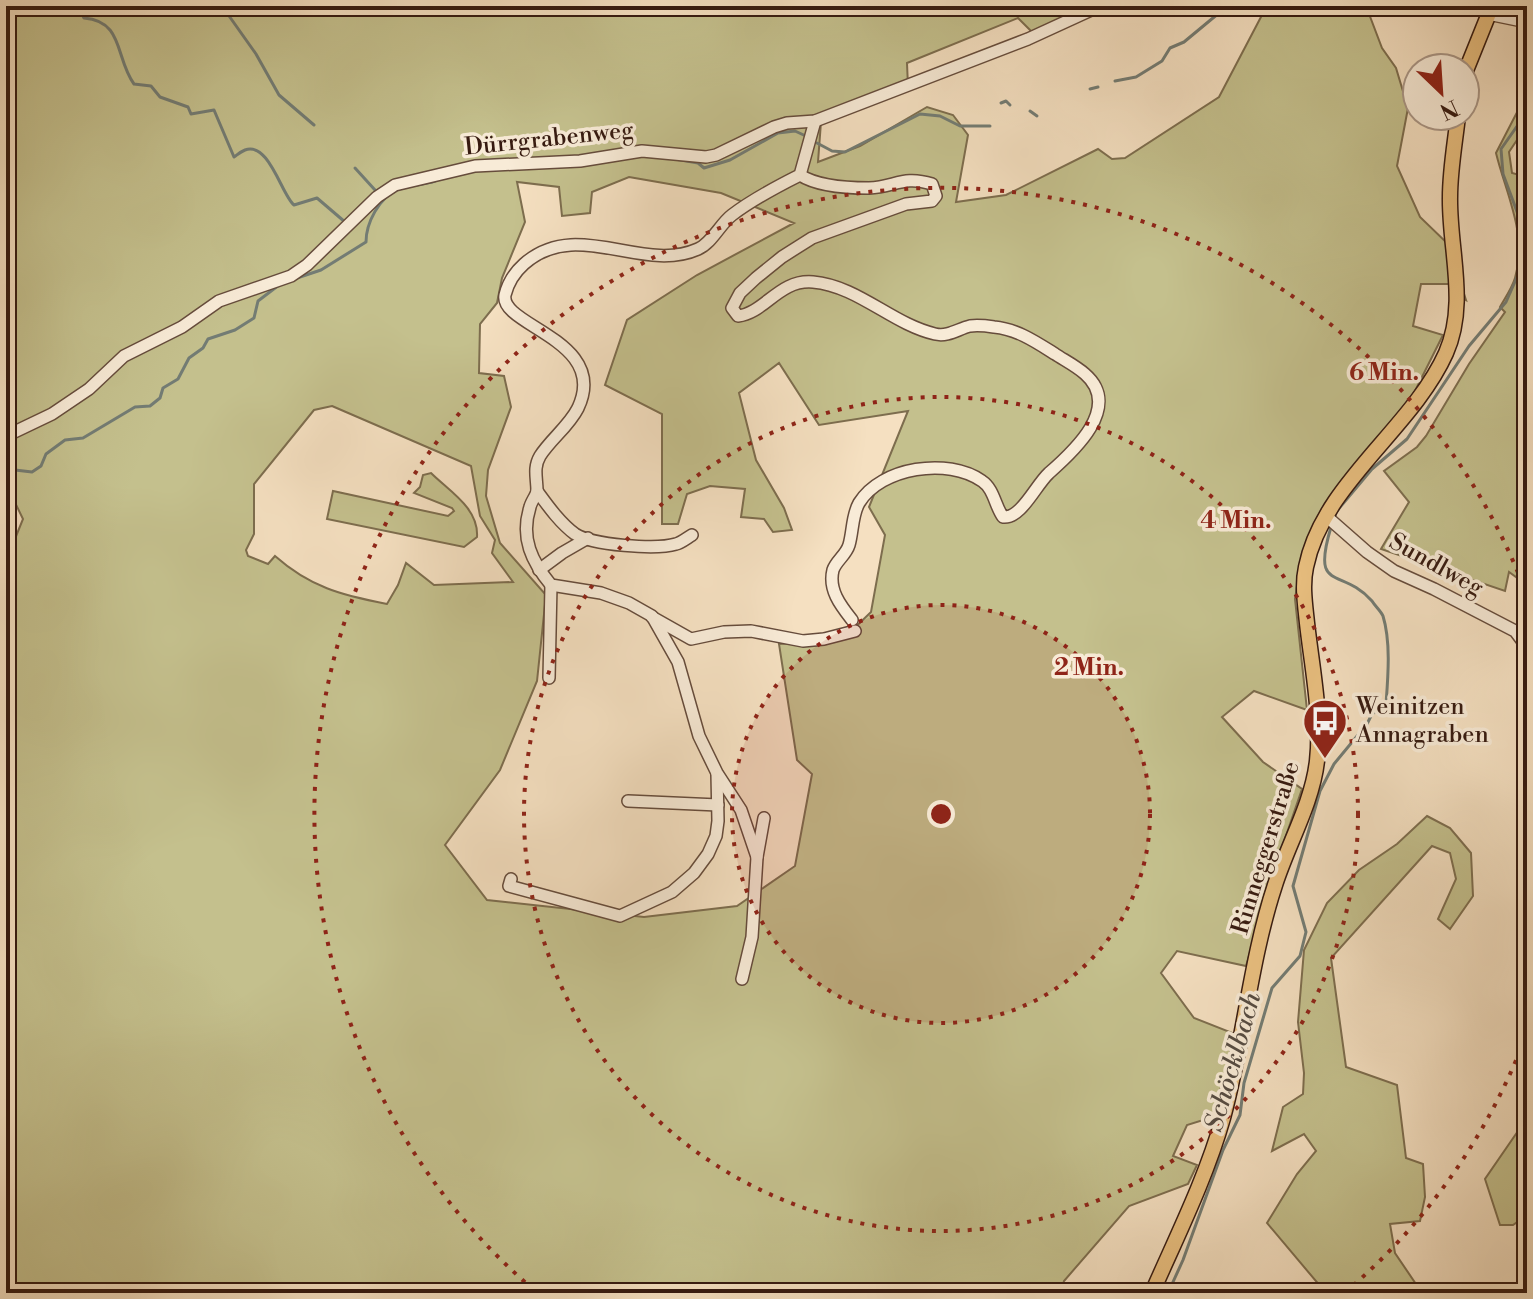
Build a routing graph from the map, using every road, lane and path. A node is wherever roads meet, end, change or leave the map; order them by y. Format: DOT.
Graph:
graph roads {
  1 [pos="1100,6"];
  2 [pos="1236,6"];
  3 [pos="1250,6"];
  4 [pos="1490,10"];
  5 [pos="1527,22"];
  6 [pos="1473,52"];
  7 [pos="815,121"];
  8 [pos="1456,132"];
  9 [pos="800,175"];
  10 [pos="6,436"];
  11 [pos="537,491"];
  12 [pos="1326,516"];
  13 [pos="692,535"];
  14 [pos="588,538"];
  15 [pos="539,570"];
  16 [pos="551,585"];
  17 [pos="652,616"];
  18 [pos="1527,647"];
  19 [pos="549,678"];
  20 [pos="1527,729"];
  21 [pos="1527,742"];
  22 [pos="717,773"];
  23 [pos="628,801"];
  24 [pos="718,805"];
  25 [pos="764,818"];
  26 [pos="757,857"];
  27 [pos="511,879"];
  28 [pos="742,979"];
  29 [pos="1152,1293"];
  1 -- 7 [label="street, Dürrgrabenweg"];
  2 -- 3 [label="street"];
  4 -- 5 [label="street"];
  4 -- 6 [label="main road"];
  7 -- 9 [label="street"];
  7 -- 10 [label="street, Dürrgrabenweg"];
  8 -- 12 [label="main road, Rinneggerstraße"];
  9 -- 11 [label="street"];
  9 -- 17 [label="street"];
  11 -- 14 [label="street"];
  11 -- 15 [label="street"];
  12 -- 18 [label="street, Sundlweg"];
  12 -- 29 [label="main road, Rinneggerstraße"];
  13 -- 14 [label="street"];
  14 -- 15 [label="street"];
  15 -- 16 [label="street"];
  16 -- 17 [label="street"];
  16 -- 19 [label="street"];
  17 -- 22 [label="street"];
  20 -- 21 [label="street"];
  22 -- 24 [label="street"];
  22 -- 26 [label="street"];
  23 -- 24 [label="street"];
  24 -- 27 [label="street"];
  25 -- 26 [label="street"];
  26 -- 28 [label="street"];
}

*****

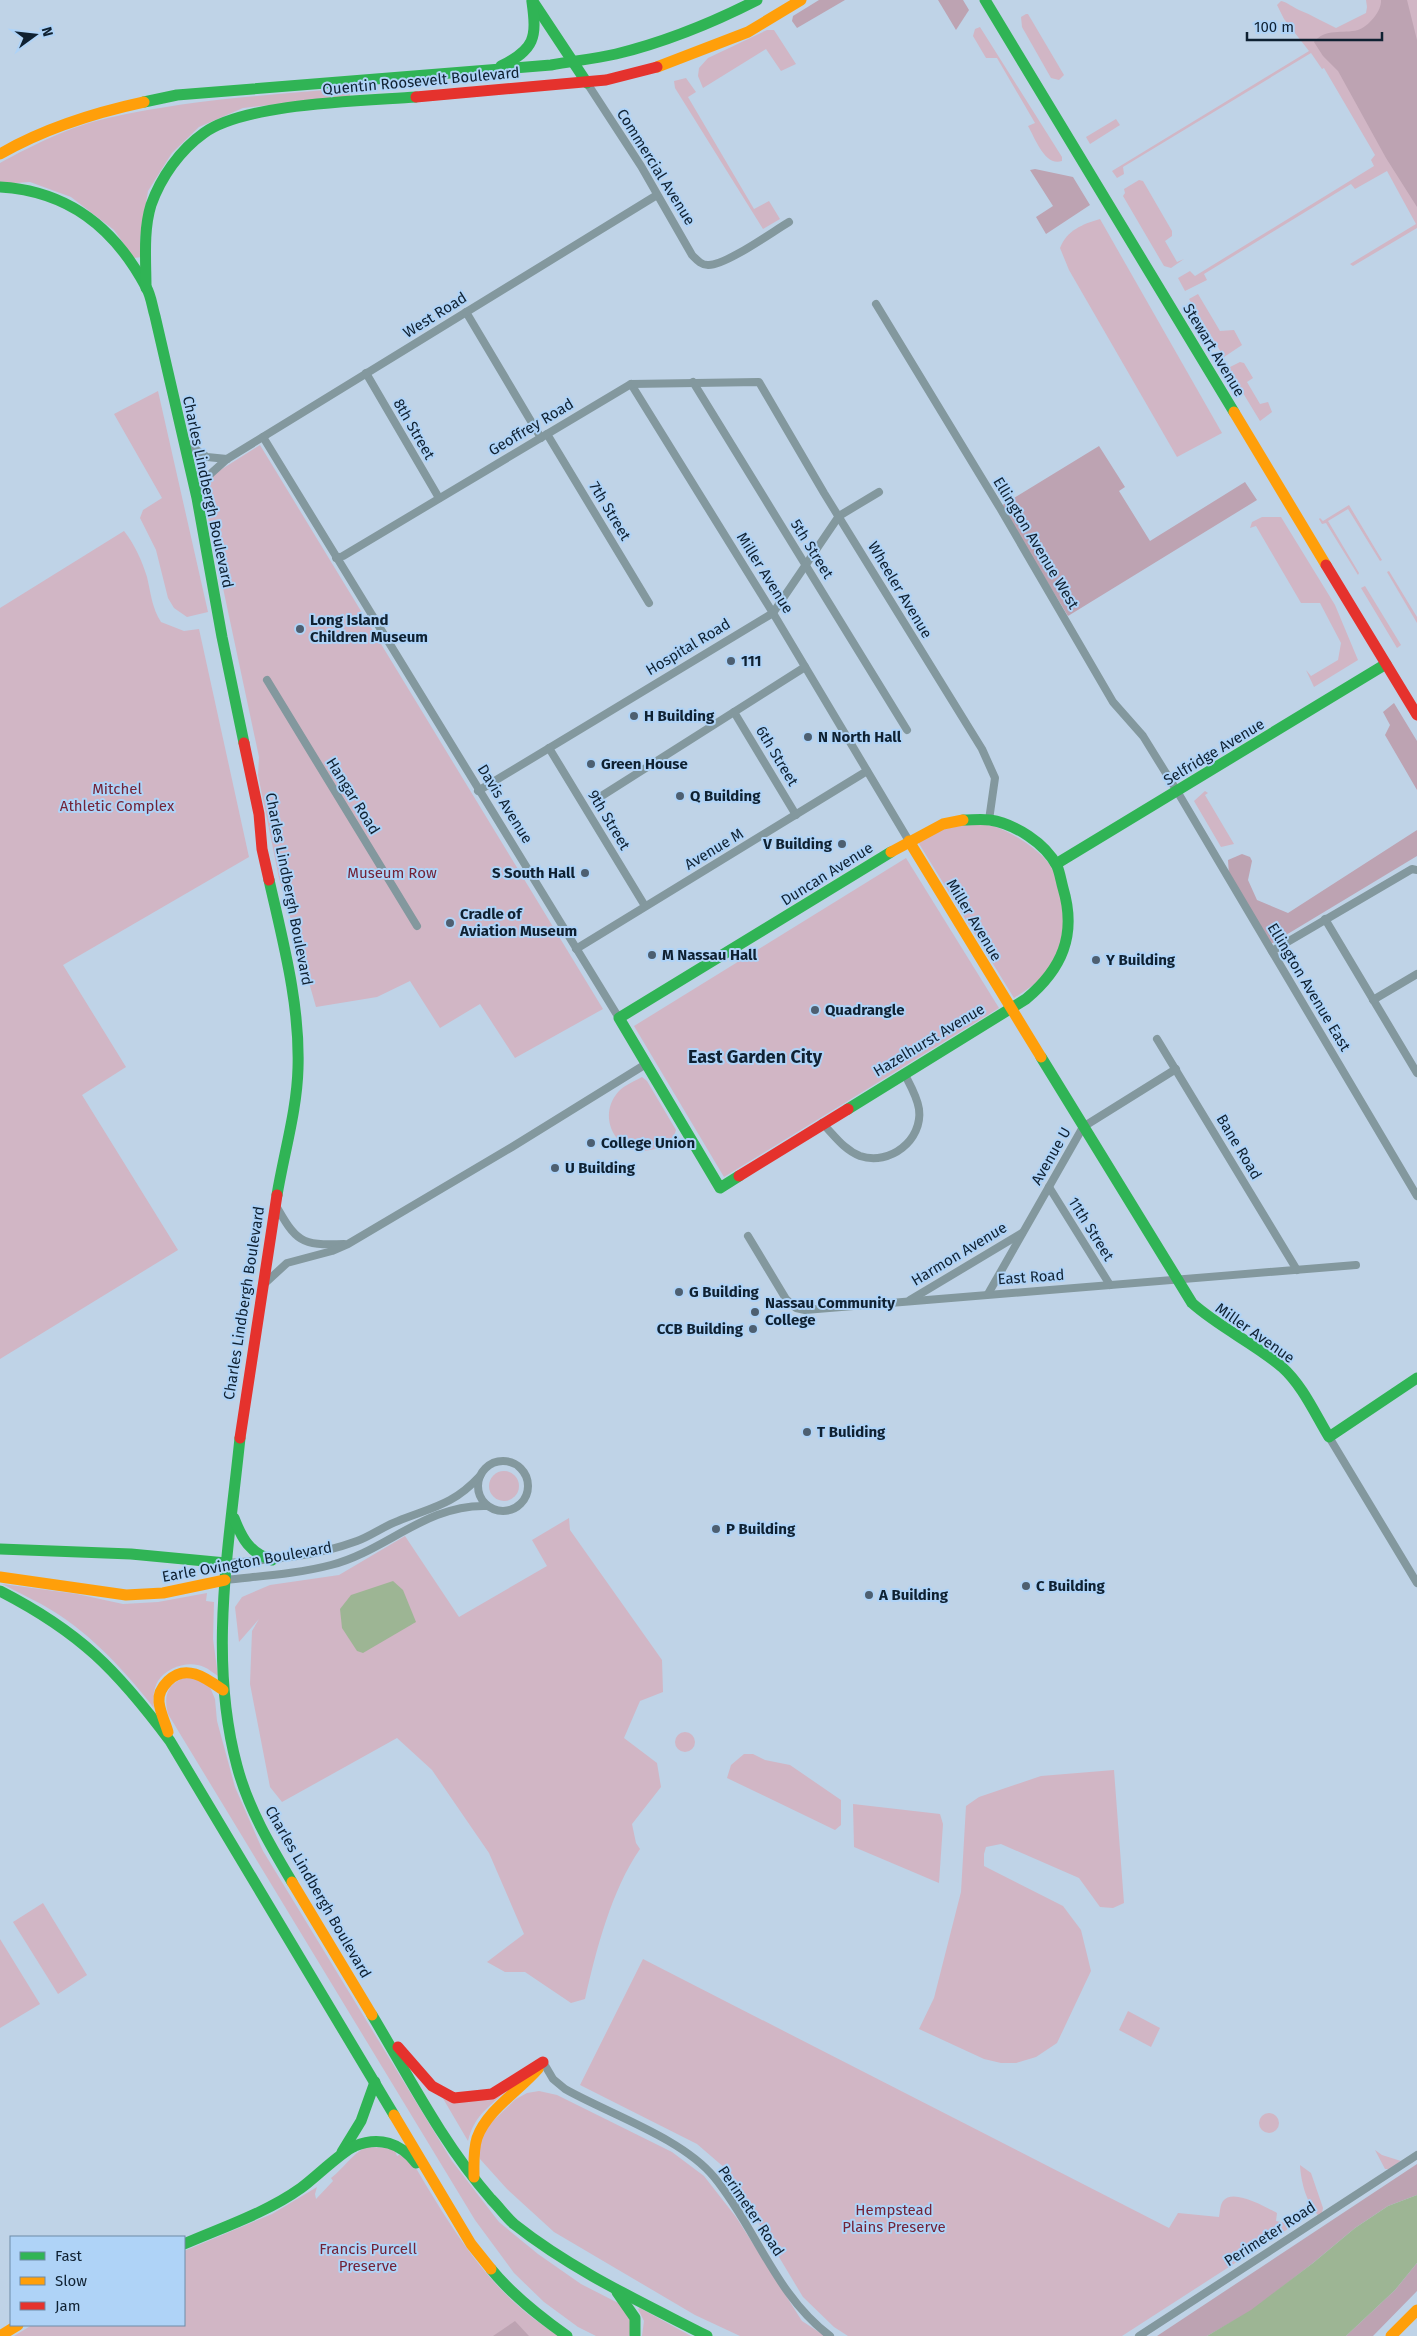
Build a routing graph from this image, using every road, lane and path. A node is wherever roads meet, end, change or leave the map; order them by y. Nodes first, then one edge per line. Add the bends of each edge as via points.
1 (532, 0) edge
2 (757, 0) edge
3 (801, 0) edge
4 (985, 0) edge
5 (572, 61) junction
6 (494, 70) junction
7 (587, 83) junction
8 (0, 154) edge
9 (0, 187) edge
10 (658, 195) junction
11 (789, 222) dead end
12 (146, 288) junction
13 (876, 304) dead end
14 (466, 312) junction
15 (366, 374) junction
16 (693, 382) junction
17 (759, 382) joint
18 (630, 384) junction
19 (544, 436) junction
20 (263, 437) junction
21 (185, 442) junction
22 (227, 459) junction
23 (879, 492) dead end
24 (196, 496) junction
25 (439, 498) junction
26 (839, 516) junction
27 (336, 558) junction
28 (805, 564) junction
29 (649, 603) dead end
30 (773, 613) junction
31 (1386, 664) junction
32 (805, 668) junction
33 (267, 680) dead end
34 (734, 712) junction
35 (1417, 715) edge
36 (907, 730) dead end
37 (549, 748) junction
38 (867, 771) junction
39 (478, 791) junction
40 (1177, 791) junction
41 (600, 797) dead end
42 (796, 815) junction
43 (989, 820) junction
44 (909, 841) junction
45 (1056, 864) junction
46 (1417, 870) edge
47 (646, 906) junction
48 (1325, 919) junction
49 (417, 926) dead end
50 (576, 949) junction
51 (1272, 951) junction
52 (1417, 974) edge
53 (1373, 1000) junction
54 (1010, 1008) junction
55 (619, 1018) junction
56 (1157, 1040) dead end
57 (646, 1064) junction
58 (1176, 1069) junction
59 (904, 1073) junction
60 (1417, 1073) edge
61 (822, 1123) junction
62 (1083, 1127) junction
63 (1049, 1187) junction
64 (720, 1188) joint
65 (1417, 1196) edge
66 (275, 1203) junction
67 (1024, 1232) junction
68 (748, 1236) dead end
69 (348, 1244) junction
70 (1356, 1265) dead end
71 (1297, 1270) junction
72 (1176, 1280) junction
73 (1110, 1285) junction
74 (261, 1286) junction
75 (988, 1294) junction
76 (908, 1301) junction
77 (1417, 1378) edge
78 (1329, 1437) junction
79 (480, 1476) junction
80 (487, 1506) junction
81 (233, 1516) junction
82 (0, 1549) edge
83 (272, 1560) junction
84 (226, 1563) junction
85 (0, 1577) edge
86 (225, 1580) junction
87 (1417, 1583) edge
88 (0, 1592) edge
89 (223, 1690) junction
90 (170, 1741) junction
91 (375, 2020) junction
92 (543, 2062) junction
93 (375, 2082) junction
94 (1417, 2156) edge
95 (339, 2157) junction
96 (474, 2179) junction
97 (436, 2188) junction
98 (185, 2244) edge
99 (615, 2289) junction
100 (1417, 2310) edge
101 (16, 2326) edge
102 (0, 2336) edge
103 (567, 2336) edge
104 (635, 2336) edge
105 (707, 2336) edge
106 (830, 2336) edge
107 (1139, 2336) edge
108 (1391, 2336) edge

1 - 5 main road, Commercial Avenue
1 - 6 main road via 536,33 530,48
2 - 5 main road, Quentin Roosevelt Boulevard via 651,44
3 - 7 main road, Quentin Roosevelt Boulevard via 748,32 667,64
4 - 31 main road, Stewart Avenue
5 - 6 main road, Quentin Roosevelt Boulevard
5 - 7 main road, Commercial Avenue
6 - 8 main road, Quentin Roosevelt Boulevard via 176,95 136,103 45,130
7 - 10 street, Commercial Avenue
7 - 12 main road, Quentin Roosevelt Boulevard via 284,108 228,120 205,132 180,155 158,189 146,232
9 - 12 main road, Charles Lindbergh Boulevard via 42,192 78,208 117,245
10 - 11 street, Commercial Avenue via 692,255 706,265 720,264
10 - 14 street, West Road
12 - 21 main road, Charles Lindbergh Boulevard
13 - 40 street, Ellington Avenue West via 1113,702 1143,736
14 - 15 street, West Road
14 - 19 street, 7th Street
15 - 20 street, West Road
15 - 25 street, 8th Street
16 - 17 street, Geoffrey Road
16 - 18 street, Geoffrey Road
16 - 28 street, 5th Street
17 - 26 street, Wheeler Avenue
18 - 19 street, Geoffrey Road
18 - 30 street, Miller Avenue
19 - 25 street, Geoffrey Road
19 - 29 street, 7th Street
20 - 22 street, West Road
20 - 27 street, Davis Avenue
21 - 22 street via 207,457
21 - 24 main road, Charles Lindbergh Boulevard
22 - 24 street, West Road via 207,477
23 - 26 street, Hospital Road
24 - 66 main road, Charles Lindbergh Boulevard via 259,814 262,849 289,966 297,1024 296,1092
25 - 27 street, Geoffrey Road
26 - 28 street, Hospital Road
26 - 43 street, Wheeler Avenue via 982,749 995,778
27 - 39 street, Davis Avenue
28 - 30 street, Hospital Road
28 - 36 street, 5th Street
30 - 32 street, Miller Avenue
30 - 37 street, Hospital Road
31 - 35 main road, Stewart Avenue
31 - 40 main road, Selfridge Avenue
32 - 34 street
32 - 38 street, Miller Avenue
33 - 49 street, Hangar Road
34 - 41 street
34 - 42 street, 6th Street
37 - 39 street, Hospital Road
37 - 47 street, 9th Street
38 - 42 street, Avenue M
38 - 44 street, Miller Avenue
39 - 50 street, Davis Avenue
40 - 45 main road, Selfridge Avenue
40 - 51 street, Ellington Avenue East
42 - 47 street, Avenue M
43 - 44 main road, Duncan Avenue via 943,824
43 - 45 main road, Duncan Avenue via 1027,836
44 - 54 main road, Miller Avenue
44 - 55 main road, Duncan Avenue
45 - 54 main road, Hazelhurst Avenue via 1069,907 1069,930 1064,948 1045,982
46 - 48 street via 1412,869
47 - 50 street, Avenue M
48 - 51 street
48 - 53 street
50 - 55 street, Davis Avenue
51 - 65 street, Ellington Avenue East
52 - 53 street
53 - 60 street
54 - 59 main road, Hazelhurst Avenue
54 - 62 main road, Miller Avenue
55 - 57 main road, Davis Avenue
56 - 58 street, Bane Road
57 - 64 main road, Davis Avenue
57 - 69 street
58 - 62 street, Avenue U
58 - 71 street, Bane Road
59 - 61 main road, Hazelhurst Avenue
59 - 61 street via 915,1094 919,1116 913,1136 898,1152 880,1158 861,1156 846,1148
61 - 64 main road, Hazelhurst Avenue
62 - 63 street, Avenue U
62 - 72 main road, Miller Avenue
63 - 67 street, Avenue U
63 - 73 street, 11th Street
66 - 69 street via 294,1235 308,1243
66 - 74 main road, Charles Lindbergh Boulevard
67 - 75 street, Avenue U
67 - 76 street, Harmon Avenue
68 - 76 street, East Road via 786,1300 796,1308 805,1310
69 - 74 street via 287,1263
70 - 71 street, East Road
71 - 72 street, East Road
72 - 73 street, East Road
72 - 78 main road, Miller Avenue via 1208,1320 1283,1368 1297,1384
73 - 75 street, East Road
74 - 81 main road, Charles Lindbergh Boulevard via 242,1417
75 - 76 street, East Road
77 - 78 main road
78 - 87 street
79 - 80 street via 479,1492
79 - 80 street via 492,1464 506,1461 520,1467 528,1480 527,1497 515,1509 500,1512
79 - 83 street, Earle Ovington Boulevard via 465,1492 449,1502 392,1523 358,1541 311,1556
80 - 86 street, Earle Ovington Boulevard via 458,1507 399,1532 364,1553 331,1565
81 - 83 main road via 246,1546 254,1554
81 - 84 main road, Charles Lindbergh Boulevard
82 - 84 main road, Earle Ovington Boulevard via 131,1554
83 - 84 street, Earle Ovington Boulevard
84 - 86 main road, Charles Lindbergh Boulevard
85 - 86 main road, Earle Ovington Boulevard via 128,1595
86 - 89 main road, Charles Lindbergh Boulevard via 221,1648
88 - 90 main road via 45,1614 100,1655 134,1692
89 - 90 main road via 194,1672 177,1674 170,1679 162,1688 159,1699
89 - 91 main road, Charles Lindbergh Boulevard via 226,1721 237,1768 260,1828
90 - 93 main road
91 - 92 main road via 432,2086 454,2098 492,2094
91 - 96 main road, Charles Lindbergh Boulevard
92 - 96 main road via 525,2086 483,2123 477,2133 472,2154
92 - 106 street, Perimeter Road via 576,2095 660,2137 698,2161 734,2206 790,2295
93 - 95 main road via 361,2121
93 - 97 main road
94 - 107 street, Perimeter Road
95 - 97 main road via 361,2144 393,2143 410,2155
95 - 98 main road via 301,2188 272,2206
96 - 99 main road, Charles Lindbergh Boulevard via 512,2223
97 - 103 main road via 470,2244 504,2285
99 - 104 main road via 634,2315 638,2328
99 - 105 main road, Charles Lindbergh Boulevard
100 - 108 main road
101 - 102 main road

*****

=== Task ===
In the records above, which lines hold the string "Quentin"? Copy each one.

=== Expected output ===
2 - 5 main road, Quentin Roosevelt Boulevard via 651,44
3 - 7 main road, Quentin Roosevelt Boulevard via 748,32 667,64
5 - 6 main road, Quentin Roosevelt Boulevard
6 - 8 main road, Quentin Roosevelt Boulevard via 176,95 136,103 45,130
7 - 12 main road, Quentin Roosevelt Boulevard via 284,108 228,120 205,132 180,155 158,189 146,232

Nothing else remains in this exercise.